What you should do:
Could you restate every entry word for word, minus the pictures?
┌─ Source data
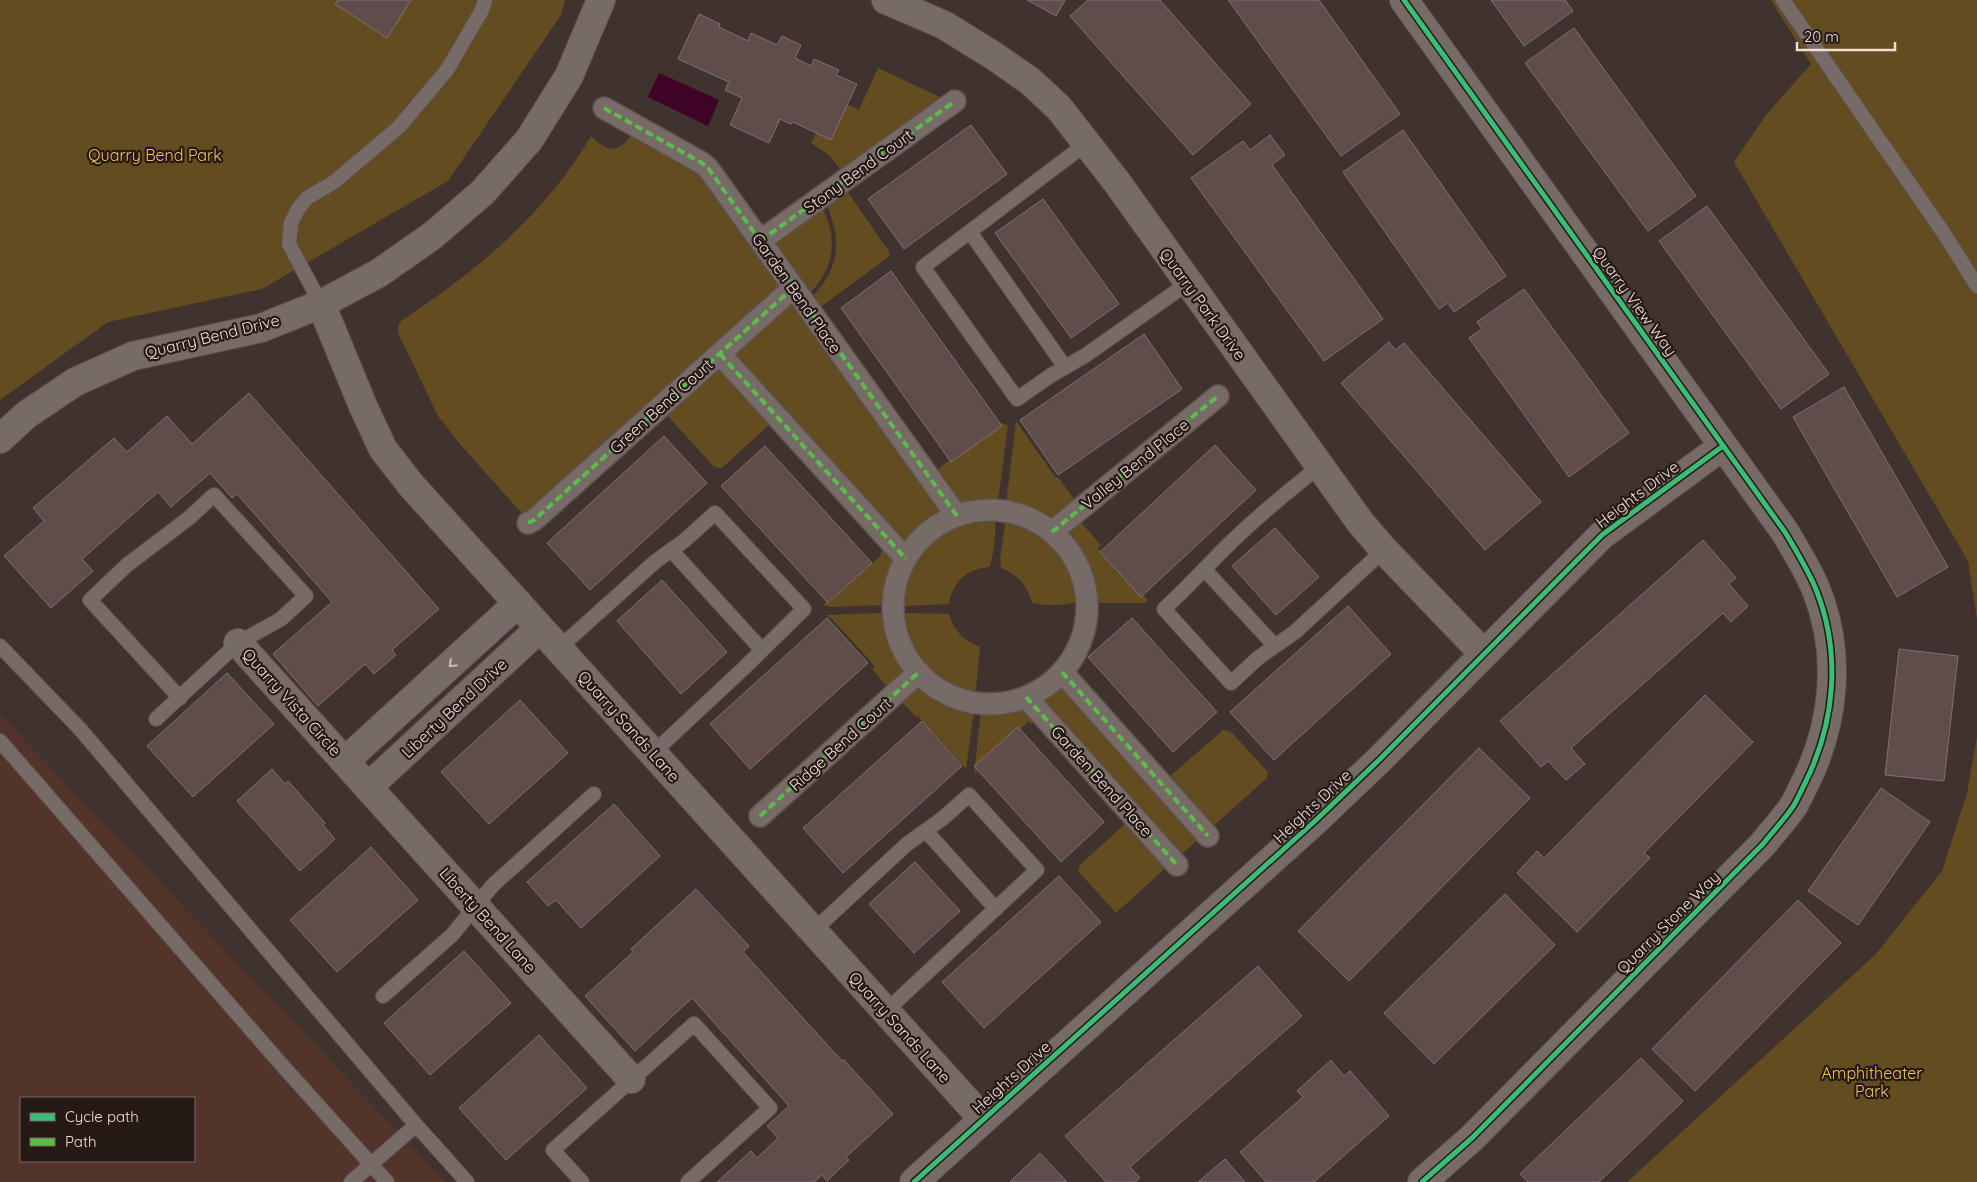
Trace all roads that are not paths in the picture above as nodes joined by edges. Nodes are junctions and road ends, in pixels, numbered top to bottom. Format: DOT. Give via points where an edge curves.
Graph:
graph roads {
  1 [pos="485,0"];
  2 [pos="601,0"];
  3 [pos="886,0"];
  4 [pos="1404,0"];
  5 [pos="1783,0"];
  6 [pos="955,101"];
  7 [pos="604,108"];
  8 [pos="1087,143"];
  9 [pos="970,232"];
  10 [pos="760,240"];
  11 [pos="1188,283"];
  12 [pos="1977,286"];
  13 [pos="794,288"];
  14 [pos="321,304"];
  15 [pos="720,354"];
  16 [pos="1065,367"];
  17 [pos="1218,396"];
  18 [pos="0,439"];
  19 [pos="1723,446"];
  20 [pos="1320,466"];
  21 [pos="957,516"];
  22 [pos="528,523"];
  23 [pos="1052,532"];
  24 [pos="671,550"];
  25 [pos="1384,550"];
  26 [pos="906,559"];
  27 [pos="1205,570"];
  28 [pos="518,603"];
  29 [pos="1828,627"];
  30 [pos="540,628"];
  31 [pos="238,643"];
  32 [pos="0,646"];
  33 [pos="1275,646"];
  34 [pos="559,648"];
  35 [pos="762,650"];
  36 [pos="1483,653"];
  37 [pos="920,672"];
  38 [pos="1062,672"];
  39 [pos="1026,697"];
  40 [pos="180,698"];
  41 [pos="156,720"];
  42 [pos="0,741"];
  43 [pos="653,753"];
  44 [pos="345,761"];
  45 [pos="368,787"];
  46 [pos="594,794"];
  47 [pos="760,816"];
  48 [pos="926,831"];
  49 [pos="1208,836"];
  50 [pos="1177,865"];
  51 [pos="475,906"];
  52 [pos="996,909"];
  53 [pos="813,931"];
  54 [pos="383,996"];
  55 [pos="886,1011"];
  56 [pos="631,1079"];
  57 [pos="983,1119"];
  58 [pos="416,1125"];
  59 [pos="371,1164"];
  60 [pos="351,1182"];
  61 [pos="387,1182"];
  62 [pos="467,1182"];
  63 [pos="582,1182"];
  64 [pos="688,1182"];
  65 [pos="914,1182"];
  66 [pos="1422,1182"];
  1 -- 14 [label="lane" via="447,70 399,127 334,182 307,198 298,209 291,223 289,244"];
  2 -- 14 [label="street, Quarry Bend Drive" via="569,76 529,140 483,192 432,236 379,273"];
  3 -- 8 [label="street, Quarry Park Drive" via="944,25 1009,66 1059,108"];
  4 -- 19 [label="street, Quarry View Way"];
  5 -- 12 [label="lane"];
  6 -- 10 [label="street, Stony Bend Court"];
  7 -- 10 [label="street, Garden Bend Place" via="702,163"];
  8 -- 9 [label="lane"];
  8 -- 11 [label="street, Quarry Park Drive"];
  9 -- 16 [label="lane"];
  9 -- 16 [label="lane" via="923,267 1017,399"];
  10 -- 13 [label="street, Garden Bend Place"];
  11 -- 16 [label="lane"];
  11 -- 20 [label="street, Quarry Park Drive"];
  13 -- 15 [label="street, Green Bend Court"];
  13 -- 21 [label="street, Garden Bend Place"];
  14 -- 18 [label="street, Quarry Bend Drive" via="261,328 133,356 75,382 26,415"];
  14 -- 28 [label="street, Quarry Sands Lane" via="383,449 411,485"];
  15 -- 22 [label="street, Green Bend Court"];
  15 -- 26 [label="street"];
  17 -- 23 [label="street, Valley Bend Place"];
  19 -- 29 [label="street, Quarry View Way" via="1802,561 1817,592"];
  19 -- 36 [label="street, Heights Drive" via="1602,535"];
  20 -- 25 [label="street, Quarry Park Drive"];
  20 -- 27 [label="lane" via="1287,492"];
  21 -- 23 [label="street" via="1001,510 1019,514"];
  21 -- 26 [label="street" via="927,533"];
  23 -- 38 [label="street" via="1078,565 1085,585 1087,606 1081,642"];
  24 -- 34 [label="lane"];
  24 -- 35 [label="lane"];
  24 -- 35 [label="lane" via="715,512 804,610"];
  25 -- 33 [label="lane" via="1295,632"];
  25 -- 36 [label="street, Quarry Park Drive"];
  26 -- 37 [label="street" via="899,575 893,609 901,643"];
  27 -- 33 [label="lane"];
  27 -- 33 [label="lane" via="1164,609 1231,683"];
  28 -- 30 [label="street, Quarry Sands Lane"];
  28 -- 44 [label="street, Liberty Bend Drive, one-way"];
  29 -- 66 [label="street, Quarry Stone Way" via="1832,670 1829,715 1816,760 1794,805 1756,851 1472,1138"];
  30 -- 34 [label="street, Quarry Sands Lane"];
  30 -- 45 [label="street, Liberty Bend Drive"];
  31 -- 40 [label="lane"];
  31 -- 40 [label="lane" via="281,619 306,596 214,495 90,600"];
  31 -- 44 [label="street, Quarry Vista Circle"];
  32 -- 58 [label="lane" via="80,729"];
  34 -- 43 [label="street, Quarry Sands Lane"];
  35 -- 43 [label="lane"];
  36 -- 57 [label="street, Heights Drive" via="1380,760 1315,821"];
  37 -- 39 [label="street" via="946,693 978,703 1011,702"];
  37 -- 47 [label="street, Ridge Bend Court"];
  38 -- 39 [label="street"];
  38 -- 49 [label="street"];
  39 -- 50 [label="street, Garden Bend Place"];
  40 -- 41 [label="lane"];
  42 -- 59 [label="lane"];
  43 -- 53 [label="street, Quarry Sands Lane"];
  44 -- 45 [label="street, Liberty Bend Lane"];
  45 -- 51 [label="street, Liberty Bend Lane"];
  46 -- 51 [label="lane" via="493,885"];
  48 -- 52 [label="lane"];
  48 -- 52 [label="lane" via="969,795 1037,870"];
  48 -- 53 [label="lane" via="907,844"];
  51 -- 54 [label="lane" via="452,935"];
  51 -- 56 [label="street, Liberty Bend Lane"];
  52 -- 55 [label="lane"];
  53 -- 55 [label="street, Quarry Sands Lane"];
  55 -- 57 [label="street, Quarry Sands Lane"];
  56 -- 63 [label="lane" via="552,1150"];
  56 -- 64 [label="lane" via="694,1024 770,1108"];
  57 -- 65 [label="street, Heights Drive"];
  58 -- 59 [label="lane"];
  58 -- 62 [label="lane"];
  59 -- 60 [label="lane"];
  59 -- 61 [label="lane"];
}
└─
Answer space:
Trace all roads that are not paths in the picture above as nodes joined by edges. Nodes are junctions and road ends, in pixels, numbered top to bottom. Format: DOT. Give via points where an edge curves.
Graph:
graph roads {
  1 [pos="485,0"];
  2 [pos="601,0"];
  3 [pos="886,0"];
  4 [pos="1404,0"];
  5 [pos="1783,0"];
  6 [pos="955,101"];
  7 [pos="604,108"];
  8 [pos="1087,143"];
  9 [pos="970,232"];
  10 [pos="760,240"];
  11 [pos="1188,283"];
  12 [pos="1977,286"];
  13 [pos="794,288"];
  14 [pos="321,304"];
  15 [pos="720,354"];
  16 [pos="1065,367"];
  17 [pos="1218,396"];
  18 [pos="0,439"];
  19 [pos="1723,446"];
  20 [pos="1320,466"];
  21 [pos="957,516"];
  22 [pos="528,523"];
  23 [pos="1052,532"];
  24 [pos="671,550"];
  25 [pos="1384,550"];
  26 [pos="906,559"];
  27 [pos="1205,570"];
  28 [pos="518,603"];
  29 [pos="1828,627"];
  30 [pos="540,628"];
  31 [pos="238,643"];
  32 [pos="0,646"];
  33 [pos="1275,646"];
  34 [pos="559,648"];
  35 [pos="762,650"];
  36 [pos="1483,653"];
  37 [pos="920,672"];
  38 [pos="1062,672"];
  39 [pos="1026,697"];
  40 [pos="180,698"];
  41 [pos="156,720"];
  42 [pos="0,741"];
  43 [pos="653,753"];
  44 [pos="345,761"];
  45 [pos="368,787"];
  46 [pos="594,794"];
  47 [pos="760,816"];
  48 [pos="926,831"];
  49 [pos="1208,836"];
  50 [pos="1177,865"];
  51 [pos="475,906"];
  52 [pos="996,909"];
  53 [pos="813,931"];
  54 [pos="383,996"];
  55 [pos="886,1011"];
  56 [pos="631,1079"];
  57 [pos="983,1119"];
  58 [pos="416,1125"];
  59 [pos="371,1164"];
  60 [pos="351,1182"];
  61 [pos="387,1182"];
  62 [pos="467,1182"];
  63 [pos="582,1182"];
  64 [pos="688,1182"];
  65 [pos="914,1182"];
  66 [pos="1422,1182"];
  1 -- 14 [label="lane" via="447,70 399,127 334,182 307,198 298,209 291,223 289,244"];
  2 -- 14 [label="street, Quarry Bend Drive" via="569,76 529,140 483,192 432,236 379,273"];
  3 -- 8 [label="street, Quarry Park Drive" via="944,25 1009,66 1059,108"];
  4 -- 19 [label="street, Quarry View Way"];
  5 -- 12 [label="lane"];
  6 -- 10 [label="street, Stony Bend Court"];
  7 -- 10 [label="street, Garden Bend Place" via="702,163"];
  8 -- 9 [label="lane"];
  8 -- 11 [label="street, Quarry Park Drive"];
  9 -- 16 [label="lane"];
  9 -- 16 [label="lane" via="923,267 1017,399"];
  10 -- 13 [label="street, Garden Bend Place"];
  11 -- 16 [label="lane"];
  11 -- 20 [label="street, Quarry Park Drive"];
  13 -- 15 [label="street, Green Bend Court"];
  13 -- 21 [label="street, Garden Bend Place"];
  14 -- 18 [label="street, Quarry Bend Drive" via="261,328 133,356 75,382 26,415"];
  14 -- 28 [label="street, Quarry Sands Lane" via="383,449 411,485"];
  15 -- 22 [label="street, Green Bend Court"];
  15 -- 26 [label="street"];
  17 -- 23 [label="street, Valley Bend Place"];
  19 -- 29 [label="street, Quarry View Way" via="1802,561 1817,592"];
  19 -- 36 [label="street, Heights Drive" via="1602,535"];
  20 -- 25 [label="street, Quarry Park Drive"];
  20 -- 27 [label="lane" via="1287,492"];
  21 -- 23 [label="street" via="1001,510 1019,514"];
  21 -- 26 [label="street" via="927,533"];
  23 -- 38 [label="street" via="1078,565 1085,585 1087,606 1081,642"];
  24 -- 34 [label="lane"];
  24 -- 35 [label="lane"];
  24 -- 35 [label="lane" via="715,512 804,610"];
  25 -- 33 [label="lane" via="1295,632"];
  25 -- 36 [label="street, Quarry Park Drive"];
  26 -- 37 [label="street" via="899,575 893,609 901,643"];
  27 -- 33 [label="lane"];
  27 -- 33 [label="lane" via="1164,609 1231,683"];
  28 -- 30 [label="street, Quarry Sands Lane"];
  28 -- 44 [label="street, Liberty Bend Drive, one-way"];
  29 -- 66 [label="street, Quarry Stone Way" via="1832,670 1829,715 1816,760 1794,805 1756,851 1472,1138"];
  30 -- 34 [label="street, Quarry Sands Lane"];
  30 -- 45 [label="street, Liberty Bend Drive"];
  31 -- 40 [label="lane"];
  31 -- 40 [label="lane" via="281,619 306,596 214,495 90,600"];
  31 -- 44 [label="street, Quarry Vista Circle"];
  32 -- 58 [label="lane" via="80,729"];
  34 -- 43 [label="street, Quarry Sands Lane"];
  35 -- 43 [label="lane"];
  36 -- 57 [label="street, Heights Drive" via="1380,760 1315,821"];
  37 -- 39 [label="street" via="946,693 978,703 1011,702"];
  37 -- 47 [label="street, Ridge Bend Court"];
  38 -- 39 [label="street"];
  38 -- 49 [label="street"];
  39 -- 50 [label="street, Garden Bend Place"];
  40 -- 41 [label="lane"];
  42 -- 59 [label="lane"];
  43 -- 53 [label="street, Quarry Sands Lane"];
  44 -- 45 [label="street, Liberty Bend Lane"];
  45 -- 51 [label="street, Liberty Bend Lane"];
  46 -- 51 [label="lane" via="493,885"];
  48 -- 52 [label="lane"];
  48 -- 52 [label="lane" via="969,795 1037,870"];
  48 -- 53 [label="lane" via="907,844"];
  51 -- 54 [label="lane" via="452,935"];
  51 -- 56 [label="street, Liberty Bend Lane"];
  52 -- 55 [label="lane"];
  53 -- 55 [label="street, Quarry Sands Lane"];
  55 -- 57 [label="street, Quarry Sands Lane"];
  56 -- 63 [label="lane" via="552,1150"];
  56 -- 64 [label="lane" via="694,1024 770,1108"];
  57 -- 65 [label="street, Heights Drive"];
  58 -- 59 [label="lane"];
  58 -- 62 [label="lane"];
  59 -- 60 [label="lane"];
  59 -- 61 [label="lane"];
}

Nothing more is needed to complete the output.